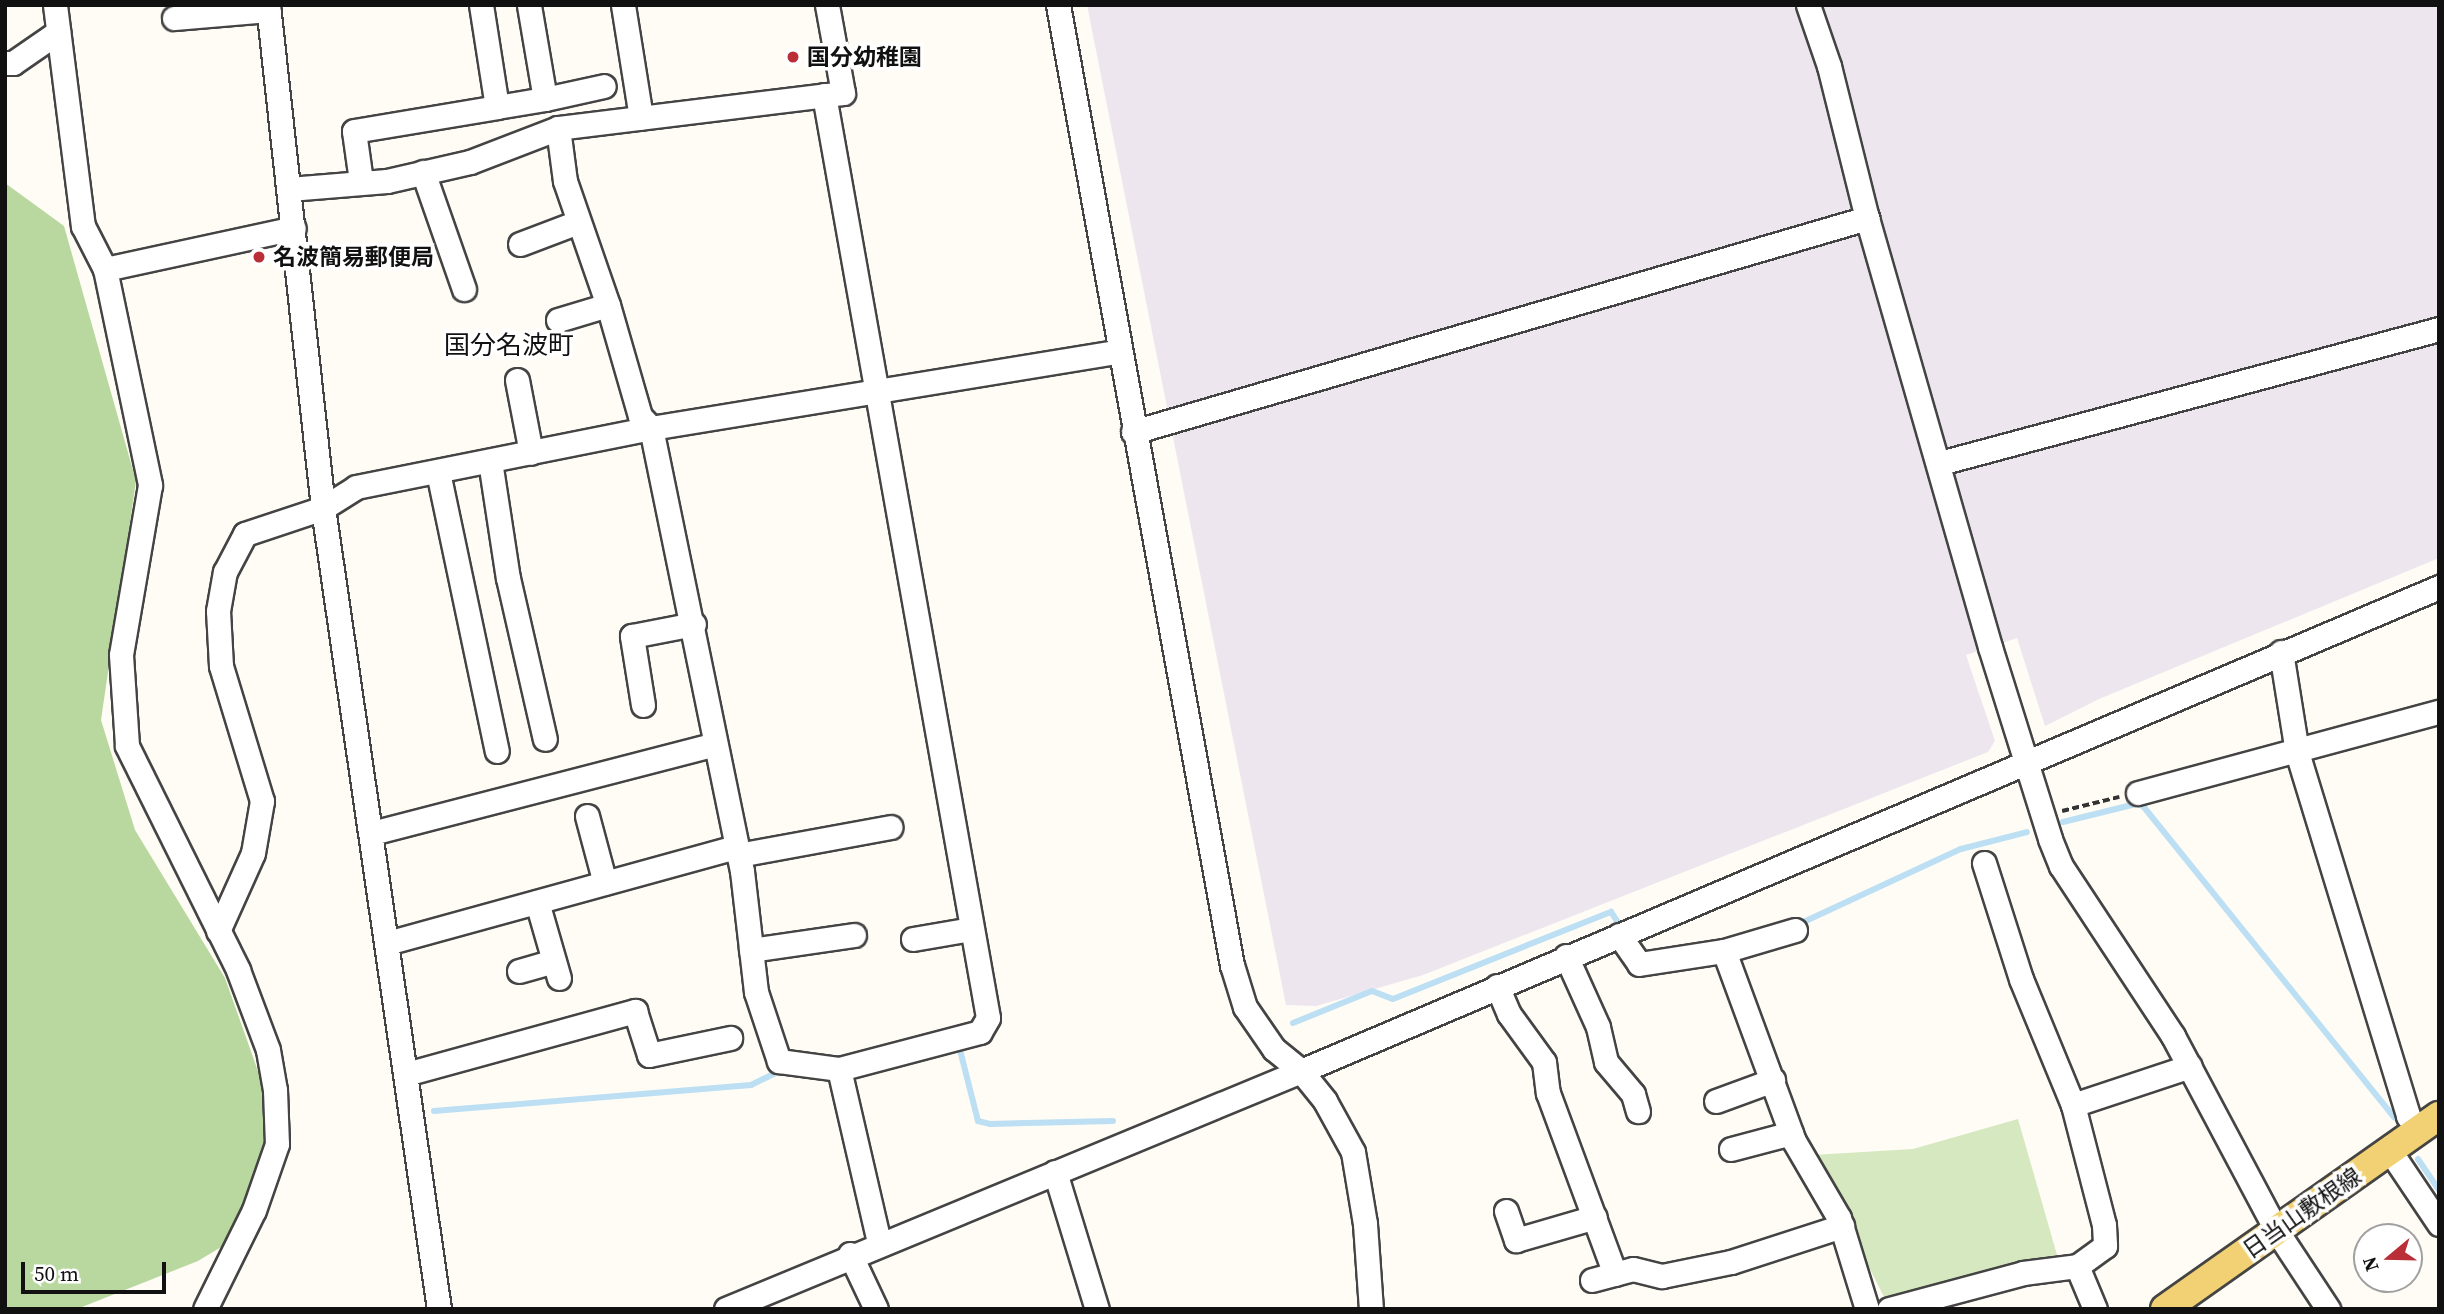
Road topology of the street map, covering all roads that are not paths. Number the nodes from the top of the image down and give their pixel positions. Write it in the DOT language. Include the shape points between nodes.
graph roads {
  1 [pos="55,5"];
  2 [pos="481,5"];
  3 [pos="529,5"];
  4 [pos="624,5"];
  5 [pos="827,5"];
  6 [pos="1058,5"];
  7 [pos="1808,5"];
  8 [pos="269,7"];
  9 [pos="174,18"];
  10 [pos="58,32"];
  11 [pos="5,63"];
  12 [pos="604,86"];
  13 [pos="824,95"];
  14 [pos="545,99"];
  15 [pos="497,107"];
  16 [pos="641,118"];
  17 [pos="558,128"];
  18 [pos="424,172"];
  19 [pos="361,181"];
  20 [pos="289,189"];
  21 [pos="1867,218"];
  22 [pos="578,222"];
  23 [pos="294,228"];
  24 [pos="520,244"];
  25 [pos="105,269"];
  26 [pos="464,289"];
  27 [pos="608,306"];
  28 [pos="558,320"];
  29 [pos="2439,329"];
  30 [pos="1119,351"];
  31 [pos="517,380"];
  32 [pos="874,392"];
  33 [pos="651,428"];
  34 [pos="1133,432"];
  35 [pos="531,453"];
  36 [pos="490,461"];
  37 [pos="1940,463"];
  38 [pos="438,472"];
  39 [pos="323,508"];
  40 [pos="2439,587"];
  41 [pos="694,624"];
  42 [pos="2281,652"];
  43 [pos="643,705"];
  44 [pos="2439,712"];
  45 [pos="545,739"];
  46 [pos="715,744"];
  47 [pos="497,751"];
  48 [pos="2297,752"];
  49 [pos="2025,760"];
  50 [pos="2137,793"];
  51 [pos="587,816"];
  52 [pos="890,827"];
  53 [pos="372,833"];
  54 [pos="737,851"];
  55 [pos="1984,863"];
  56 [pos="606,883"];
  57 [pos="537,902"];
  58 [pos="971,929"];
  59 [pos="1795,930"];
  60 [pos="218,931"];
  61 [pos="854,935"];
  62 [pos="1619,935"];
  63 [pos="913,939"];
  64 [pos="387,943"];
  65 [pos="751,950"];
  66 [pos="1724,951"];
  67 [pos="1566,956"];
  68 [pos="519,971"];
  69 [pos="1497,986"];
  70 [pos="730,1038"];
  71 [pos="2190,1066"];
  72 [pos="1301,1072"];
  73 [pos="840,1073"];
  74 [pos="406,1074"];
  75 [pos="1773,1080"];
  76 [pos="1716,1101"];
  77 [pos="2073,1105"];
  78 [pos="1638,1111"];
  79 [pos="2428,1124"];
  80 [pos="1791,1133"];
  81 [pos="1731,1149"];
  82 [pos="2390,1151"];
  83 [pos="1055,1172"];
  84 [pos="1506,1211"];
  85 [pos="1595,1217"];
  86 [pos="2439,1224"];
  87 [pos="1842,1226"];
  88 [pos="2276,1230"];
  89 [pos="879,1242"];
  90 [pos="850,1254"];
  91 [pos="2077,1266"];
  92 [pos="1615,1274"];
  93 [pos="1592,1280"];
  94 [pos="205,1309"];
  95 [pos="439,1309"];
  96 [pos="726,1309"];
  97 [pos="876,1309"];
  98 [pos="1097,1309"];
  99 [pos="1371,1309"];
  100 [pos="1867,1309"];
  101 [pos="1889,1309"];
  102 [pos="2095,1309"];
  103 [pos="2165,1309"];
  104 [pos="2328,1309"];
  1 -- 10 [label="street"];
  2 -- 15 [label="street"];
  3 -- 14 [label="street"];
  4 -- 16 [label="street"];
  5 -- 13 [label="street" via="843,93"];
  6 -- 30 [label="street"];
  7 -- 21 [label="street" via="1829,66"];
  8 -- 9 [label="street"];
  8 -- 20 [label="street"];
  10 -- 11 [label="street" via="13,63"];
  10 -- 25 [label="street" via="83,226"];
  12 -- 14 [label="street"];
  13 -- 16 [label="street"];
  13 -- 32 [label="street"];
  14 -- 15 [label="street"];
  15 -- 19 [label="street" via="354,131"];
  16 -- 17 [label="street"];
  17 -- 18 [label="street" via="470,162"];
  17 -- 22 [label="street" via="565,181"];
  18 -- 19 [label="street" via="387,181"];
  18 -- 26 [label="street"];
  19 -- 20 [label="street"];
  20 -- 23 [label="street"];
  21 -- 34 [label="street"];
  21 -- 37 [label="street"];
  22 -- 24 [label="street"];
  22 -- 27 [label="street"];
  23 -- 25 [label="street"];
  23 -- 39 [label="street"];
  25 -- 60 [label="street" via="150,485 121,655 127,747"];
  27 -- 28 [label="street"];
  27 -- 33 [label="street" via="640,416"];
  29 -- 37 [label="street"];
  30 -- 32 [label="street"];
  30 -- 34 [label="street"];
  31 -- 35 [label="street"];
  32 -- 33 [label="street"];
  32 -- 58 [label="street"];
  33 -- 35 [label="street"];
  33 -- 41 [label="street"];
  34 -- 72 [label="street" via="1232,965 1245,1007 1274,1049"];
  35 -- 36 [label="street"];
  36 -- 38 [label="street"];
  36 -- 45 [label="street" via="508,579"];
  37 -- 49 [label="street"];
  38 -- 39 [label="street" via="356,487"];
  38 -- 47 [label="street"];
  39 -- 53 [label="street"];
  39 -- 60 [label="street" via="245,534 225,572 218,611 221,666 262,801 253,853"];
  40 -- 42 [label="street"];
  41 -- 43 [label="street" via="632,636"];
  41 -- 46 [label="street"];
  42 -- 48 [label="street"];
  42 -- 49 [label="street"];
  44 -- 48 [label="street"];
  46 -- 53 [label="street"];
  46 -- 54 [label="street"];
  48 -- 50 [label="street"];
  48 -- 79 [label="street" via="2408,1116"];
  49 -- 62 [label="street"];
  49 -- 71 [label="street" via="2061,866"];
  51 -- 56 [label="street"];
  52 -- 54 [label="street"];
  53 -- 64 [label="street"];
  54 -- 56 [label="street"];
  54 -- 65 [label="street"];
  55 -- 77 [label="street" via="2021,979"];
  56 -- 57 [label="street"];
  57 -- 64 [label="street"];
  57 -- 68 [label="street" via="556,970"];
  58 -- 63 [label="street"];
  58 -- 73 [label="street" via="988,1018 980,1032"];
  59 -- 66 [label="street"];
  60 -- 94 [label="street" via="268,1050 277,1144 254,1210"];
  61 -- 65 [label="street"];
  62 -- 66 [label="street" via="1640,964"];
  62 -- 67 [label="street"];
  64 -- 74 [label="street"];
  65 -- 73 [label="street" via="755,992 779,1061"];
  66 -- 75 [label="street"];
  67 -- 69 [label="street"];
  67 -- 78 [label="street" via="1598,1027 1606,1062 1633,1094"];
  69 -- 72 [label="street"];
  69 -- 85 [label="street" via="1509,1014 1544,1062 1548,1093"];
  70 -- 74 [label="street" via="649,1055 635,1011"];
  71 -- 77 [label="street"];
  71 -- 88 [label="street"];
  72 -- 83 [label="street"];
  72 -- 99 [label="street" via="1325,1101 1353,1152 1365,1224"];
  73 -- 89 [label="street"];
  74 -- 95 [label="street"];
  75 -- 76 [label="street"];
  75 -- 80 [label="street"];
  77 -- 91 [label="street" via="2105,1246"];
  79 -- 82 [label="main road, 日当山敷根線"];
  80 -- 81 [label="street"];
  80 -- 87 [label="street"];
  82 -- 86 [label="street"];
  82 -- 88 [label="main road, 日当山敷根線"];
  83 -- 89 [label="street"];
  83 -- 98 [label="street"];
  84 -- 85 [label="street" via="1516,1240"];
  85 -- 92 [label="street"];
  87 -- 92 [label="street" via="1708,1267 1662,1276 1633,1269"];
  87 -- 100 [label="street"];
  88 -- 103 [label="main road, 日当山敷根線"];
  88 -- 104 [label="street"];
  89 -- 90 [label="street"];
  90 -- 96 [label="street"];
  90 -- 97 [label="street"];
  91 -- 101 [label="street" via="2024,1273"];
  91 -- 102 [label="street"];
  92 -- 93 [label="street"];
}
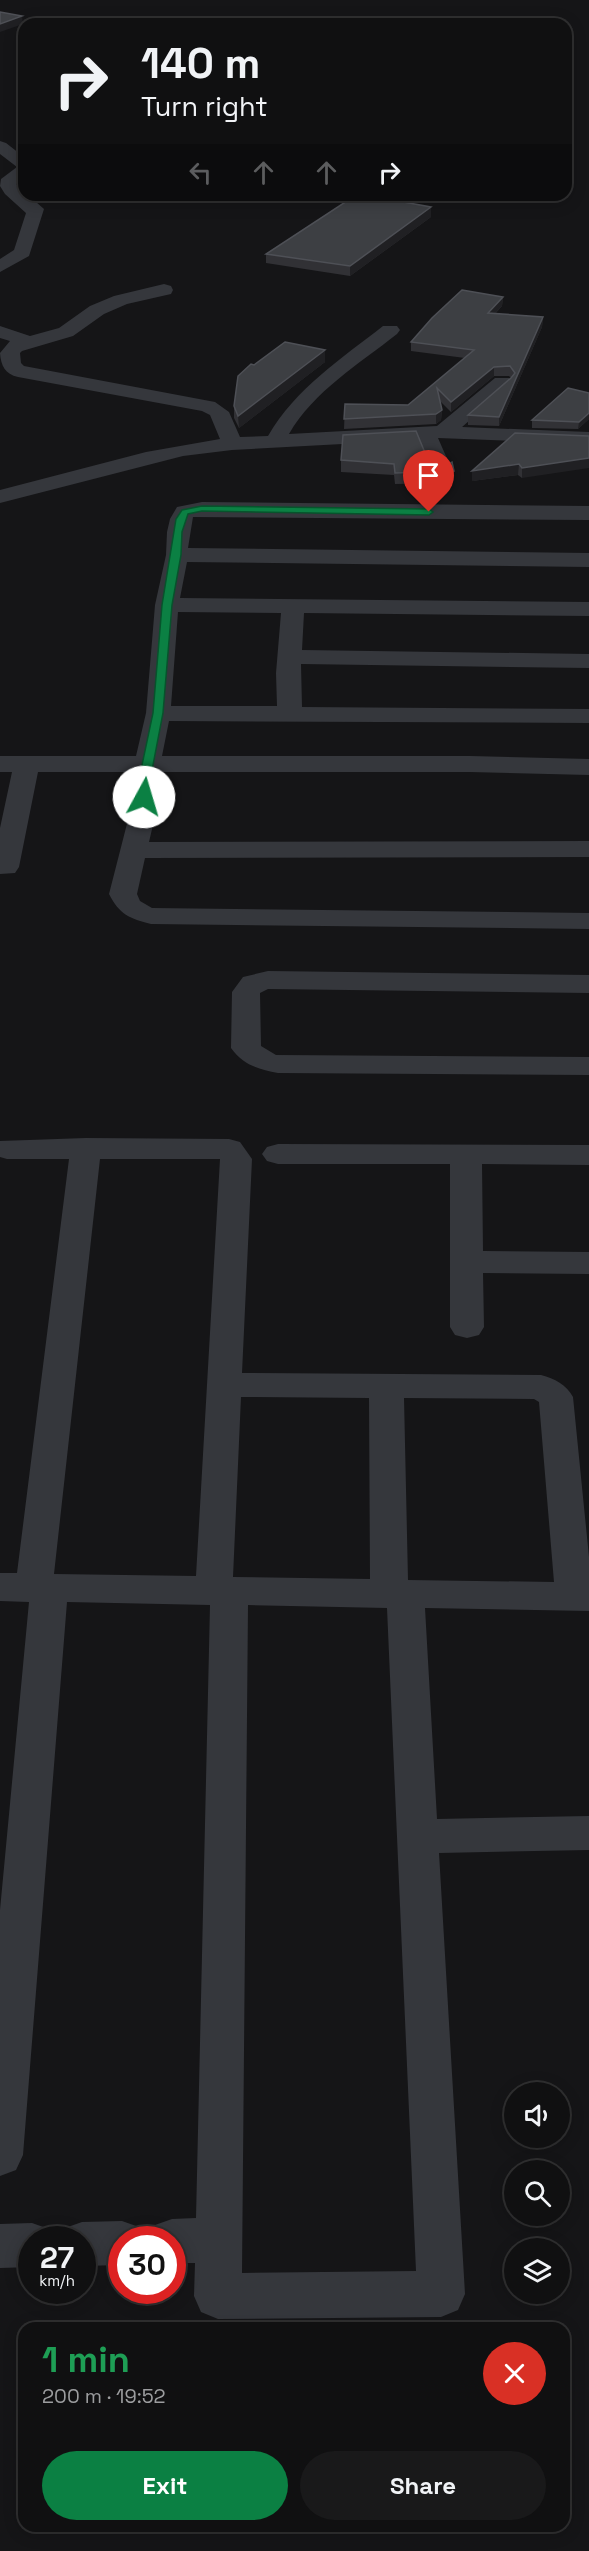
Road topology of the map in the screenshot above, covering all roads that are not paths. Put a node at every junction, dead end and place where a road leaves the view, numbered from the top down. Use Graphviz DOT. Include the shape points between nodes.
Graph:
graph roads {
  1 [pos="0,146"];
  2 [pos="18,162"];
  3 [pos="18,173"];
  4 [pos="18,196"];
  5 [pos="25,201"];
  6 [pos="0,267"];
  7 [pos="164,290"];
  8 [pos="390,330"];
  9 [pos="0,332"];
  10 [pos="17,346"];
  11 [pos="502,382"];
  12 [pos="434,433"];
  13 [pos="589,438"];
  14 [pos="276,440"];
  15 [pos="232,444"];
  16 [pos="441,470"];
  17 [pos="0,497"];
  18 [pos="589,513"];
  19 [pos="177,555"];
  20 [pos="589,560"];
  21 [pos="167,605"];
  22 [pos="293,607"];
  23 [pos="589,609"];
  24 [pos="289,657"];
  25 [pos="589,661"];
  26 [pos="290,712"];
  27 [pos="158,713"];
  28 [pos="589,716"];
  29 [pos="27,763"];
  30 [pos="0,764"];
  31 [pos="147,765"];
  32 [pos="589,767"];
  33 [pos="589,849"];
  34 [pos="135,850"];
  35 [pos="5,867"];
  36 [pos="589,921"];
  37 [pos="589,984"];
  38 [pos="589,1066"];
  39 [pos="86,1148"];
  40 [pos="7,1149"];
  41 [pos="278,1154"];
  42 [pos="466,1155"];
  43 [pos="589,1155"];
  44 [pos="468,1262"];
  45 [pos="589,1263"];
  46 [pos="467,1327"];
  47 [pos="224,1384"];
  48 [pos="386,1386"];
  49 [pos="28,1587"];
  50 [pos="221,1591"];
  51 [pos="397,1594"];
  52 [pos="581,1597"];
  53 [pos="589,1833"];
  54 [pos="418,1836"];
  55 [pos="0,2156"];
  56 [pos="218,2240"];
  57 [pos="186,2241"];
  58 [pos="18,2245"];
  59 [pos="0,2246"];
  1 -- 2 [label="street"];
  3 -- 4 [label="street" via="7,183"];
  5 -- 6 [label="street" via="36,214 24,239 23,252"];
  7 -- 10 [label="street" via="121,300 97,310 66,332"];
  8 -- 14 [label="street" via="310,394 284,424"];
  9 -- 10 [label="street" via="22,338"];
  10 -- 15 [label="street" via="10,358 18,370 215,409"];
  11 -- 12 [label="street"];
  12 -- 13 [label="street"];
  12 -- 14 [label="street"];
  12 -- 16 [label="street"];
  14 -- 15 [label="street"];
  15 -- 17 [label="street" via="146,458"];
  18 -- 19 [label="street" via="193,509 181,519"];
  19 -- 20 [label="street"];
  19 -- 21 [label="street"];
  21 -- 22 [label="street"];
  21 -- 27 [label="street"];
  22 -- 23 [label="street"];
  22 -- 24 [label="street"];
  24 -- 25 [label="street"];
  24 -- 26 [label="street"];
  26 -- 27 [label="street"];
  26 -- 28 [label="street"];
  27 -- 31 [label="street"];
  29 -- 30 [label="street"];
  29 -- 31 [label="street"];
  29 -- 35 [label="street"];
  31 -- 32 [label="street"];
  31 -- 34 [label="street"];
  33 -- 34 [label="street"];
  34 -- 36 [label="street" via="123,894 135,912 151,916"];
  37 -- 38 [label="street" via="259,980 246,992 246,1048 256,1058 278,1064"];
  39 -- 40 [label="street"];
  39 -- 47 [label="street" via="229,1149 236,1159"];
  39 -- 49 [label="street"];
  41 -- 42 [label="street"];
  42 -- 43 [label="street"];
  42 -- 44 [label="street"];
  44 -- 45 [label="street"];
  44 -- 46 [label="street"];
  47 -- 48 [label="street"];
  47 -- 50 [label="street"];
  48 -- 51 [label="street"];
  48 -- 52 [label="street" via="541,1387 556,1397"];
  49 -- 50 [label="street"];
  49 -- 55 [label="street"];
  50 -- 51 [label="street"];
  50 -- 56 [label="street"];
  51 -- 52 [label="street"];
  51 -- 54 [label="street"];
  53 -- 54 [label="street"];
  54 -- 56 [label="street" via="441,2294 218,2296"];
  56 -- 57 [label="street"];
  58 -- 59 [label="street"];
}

⁂

GOAL OF THE EXERCISE: Some lines of the records above may hold the word "日当山敷根線". Report how many, and nothing else.

ANSWER AREA: 3